• Exercise objective: From the material below, copy out each line with the word "Highgate" in it.

=== Section Start ===

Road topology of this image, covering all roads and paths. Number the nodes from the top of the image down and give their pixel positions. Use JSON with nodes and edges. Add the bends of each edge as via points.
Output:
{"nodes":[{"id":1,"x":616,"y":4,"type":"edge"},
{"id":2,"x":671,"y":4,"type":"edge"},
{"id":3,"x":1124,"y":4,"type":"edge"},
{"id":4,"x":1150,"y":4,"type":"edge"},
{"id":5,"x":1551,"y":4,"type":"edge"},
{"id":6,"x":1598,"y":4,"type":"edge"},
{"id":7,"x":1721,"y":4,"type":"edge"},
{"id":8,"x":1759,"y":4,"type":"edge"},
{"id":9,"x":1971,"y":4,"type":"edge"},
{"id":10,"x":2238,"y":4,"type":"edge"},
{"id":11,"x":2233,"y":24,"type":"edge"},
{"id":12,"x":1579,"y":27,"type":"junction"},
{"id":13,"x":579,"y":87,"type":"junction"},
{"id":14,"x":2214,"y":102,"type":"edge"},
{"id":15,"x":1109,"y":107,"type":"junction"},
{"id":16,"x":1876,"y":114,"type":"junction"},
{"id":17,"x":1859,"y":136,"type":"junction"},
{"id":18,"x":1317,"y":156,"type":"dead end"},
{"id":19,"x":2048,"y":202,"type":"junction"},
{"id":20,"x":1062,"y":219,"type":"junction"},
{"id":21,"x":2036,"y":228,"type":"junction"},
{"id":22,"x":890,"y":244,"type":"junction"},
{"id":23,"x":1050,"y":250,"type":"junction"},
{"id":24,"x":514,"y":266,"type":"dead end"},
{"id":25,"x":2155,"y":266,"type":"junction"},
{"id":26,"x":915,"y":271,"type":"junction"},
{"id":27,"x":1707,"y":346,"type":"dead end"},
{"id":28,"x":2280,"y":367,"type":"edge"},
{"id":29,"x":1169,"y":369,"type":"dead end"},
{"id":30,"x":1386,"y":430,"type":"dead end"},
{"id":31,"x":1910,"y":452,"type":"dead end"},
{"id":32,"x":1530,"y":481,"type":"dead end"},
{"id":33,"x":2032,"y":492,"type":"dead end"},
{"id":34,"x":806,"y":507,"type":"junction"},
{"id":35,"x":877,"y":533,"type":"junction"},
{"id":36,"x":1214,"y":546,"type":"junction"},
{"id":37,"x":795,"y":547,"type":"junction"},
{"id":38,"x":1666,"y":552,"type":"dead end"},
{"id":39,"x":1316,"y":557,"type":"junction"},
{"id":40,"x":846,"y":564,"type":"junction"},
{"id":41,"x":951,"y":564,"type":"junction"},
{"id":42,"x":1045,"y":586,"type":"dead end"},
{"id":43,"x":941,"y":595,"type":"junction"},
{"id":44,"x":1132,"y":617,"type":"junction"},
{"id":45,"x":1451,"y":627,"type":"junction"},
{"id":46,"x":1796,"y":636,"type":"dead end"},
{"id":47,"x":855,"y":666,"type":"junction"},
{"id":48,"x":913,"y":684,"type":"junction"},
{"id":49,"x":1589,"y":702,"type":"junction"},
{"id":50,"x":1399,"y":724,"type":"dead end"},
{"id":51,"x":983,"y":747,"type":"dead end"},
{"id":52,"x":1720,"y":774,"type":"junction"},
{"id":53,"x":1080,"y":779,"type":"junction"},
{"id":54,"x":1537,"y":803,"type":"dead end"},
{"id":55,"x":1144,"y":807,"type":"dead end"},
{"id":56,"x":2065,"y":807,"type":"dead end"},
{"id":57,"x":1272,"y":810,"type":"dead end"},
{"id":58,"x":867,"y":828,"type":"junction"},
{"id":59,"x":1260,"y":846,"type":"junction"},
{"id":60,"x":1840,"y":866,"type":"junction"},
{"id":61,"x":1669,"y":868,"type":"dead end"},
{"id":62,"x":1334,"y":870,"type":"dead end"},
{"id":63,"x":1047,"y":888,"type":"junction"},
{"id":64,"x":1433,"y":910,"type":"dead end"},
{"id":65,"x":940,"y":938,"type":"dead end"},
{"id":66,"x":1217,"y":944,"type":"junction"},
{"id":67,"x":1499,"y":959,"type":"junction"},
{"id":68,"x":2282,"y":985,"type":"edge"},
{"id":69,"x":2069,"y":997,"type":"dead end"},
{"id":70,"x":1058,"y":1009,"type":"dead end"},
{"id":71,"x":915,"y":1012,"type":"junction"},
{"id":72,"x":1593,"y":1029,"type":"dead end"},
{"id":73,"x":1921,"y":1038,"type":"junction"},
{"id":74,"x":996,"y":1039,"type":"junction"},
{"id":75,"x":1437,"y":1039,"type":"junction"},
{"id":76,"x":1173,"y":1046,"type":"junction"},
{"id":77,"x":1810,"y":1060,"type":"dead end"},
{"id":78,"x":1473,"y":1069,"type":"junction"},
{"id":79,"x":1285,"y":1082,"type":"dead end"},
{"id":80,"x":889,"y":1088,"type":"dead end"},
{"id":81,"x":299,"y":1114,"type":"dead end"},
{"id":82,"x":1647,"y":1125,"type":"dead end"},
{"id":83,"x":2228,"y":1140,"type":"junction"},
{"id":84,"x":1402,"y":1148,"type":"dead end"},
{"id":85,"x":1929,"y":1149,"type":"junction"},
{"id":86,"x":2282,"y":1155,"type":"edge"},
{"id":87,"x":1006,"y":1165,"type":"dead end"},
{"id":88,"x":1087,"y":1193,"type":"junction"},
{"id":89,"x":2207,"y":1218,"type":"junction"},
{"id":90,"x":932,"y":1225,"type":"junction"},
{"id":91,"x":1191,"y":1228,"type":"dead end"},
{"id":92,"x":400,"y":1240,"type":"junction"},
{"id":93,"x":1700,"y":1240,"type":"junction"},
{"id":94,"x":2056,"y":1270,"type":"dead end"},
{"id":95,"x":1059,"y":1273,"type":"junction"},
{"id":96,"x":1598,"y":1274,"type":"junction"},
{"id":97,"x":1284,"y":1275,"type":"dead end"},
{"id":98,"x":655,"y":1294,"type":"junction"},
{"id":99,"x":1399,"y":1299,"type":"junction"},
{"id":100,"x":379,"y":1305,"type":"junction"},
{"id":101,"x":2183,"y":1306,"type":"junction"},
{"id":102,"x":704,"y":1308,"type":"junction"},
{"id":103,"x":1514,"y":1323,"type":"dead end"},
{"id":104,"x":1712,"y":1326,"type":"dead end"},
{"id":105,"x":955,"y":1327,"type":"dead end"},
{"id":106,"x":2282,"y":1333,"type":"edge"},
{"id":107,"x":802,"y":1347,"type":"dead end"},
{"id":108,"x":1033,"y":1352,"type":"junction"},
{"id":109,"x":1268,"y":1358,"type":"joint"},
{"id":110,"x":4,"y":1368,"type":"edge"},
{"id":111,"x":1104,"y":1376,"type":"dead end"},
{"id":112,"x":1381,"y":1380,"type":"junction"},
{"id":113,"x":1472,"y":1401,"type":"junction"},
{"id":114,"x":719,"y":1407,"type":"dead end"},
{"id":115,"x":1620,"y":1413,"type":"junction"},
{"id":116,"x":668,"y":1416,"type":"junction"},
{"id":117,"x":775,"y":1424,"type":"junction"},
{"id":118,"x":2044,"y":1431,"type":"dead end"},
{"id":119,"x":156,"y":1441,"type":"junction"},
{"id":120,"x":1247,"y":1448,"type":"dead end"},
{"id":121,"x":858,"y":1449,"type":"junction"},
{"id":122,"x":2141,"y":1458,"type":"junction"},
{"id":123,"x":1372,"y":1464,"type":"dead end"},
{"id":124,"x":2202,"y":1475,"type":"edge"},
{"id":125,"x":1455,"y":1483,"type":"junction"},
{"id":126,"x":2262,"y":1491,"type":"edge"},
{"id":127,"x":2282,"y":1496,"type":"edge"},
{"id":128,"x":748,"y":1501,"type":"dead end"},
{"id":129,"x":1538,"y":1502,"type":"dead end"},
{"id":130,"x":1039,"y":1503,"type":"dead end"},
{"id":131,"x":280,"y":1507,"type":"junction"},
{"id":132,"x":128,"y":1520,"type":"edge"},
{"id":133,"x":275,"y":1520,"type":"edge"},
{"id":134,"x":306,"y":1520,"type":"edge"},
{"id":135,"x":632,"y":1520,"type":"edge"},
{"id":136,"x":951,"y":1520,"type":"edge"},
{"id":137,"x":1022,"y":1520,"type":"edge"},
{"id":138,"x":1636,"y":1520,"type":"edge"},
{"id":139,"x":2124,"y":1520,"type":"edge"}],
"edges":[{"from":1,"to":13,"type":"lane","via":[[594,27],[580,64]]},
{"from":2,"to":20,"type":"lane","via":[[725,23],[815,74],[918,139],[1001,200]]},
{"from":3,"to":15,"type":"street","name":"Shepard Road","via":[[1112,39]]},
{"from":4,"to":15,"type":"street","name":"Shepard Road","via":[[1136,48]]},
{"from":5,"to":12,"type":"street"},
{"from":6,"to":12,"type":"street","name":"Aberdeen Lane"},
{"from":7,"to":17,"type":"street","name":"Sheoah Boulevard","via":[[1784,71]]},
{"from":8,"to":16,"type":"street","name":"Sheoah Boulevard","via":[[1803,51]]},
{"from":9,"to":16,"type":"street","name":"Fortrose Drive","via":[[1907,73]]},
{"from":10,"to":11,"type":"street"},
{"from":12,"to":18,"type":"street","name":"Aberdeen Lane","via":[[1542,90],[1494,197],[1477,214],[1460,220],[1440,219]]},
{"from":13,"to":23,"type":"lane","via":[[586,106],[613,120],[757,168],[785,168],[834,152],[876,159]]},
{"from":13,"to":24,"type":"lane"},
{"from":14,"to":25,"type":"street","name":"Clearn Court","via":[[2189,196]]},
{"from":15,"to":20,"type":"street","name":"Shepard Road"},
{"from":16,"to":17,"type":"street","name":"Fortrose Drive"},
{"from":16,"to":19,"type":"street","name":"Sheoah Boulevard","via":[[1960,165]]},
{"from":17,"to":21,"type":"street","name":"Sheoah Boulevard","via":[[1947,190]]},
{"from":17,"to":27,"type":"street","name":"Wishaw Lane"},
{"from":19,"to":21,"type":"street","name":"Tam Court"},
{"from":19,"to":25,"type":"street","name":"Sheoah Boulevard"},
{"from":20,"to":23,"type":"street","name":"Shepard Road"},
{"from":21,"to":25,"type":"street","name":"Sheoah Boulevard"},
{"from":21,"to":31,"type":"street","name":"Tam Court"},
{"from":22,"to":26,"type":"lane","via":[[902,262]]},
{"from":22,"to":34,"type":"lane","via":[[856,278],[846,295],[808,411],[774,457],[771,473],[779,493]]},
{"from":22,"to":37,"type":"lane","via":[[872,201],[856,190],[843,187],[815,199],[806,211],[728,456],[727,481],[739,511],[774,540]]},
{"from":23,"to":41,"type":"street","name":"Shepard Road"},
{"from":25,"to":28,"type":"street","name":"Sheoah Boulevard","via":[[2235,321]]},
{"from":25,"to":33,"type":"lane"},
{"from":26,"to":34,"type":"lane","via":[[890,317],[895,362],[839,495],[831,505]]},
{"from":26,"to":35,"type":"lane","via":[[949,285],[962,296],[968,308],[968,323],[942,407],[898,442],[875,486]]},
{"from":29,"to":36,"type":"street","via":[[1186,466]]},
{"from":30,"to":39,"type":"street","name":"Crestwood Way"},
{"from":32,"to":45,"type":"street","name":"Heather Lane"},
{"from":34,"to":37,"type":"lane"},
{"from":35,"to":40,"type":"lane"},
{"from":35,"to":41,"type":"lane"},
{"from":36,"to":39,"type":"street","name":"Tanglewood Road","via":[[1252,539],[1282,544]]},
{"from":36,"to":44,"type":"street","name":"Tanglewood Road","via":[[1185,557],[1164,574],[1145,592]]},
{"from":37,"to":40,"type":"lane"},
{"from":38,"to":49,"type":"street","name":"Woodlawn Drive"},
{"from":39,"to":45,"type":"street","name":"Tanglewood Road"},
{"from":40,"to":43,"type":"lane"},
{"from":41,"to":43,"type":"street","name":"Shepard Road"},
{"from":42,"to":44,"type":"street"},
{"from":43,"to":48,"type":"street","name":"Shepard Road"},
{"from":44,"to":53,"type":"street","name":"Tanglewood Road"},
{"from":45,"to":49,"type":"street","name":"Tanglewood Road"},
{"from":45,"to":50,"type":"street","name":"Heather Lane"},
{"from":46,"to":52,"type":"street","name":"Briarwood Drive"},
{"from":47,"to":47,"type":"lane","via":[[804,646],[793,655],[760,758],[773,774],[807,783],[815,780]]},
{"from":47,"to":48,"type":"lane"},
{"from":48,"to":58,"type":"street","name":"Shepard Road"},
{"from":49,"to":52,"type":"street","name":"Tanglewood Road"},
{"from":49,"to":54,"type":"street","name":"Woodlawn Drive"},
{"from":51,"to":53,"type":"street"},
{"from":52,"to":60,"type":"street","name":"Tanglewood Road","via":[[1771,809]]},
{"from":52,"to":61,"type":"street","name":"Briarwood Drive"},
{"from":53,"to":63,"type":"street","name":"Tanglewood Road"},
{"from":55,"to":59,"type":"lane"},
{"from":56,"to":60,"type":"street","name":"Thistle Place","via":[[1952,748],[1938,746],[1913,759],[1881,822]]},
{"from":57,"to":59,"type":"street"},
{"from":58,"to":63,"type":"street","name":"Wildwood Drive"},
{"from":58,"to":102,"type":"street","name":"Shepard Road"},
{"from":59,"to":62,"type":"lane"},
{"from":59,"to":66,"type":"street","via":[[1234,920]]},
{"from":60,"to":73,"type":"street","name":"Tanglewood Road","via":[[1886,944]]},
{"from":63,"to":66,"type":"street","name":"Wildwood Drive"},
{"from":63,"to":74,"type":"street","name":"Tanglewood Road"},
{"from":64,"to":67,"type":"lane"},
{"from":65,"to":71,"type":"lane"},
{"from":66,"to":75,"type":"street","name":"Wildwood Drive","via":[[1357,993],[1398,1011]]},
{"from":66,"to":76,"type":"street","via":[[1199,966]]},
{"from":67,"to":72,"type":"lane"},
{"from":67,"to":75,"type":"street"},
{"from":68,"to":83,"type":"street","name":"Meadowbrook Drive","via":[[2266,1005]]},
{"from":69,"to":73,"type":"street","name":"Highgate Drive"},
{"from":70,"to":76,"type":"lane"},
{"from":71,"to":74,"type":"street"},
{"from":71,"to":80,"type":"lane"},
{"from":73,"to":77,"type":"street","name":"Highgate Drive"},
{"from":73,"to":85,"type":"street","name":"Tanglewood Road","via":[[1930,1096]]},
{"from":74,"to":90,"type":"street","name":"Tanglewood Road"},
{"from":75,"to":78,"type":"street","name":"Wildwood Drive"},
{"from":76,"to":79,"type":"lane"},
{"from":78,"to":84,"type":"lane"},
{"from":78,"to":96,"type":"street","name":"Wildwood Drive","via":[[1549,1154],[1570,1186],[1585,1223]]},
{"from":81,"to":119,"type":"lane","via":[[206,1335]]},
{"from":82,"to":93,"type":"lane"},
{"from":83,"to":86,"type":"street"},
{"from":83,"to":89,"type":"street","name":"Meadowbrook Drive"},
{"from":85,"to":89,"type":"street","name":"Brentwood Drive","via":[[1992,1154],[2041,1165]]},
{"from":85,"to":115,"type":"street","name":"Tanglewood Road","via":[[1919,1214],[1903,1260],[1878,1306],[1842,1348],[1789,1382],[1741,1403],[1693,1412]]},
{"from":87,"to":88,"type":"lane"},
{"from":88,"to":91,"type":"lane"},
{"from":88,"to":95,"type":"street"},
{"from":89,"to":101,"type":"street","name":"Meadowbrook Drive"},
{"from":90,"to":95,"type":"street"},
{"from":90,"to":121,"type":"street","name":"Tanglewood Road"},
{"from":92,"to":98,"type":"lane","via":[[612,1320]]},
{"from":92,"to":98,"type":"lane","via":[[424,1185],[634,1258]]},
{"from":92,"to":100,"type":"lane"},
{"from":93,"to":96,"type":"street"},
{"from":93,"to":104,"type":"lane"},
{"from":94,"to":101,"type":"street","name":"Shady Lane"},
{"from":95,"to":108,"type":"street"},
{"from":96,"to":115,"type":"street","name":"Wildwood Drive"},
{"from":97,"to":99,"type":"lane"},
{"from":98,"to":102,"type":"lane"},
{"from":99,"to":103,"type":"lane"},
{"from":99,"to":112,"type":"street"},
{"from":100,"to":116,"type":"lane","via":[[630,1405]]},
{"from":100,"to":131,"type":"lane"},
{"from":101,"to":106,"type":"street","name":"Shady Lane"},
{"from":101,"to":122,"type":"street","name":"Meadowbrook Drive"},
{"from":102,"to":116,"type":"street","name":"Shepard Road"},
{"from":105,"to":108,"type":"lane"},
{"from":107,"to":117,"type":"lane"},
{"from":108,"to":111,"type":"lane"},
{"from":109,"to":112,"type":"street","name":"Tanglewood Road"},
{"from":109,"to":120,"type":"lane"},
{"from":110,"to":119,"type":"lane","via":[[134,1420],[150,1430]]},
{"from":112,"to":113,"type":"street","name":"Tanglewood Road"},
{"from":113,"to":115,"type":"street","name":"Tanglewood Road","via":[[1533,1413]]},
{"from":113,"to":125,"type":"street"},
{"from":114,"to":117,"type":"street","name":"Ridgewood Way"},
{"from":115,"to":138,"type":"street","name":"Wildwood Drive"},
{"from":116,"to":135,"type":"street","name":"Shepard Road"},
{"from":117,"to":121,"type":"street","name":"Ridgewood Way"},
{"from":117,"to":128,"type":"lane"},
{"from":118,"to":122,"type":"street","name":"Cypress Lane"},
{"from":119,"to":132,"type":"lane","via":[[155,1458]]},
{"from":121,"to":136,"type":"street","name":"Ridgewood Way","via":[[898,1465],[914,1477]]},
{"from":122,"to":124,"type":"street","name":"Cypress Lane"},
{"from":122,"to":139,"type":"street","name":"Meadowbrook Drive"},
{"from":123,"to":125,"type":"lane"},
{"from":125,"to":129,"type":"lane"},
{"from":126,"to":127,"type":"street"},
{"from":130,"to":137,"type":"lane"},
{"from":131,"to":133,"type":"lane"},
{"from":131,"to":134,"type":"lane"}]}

=== Section End ===

• Response area:
{"from":69,"to":73,"type":"street","name":"Highgate Drive"},
{"from":73,"to":77,"type":"street","name":"Highgate Drive"},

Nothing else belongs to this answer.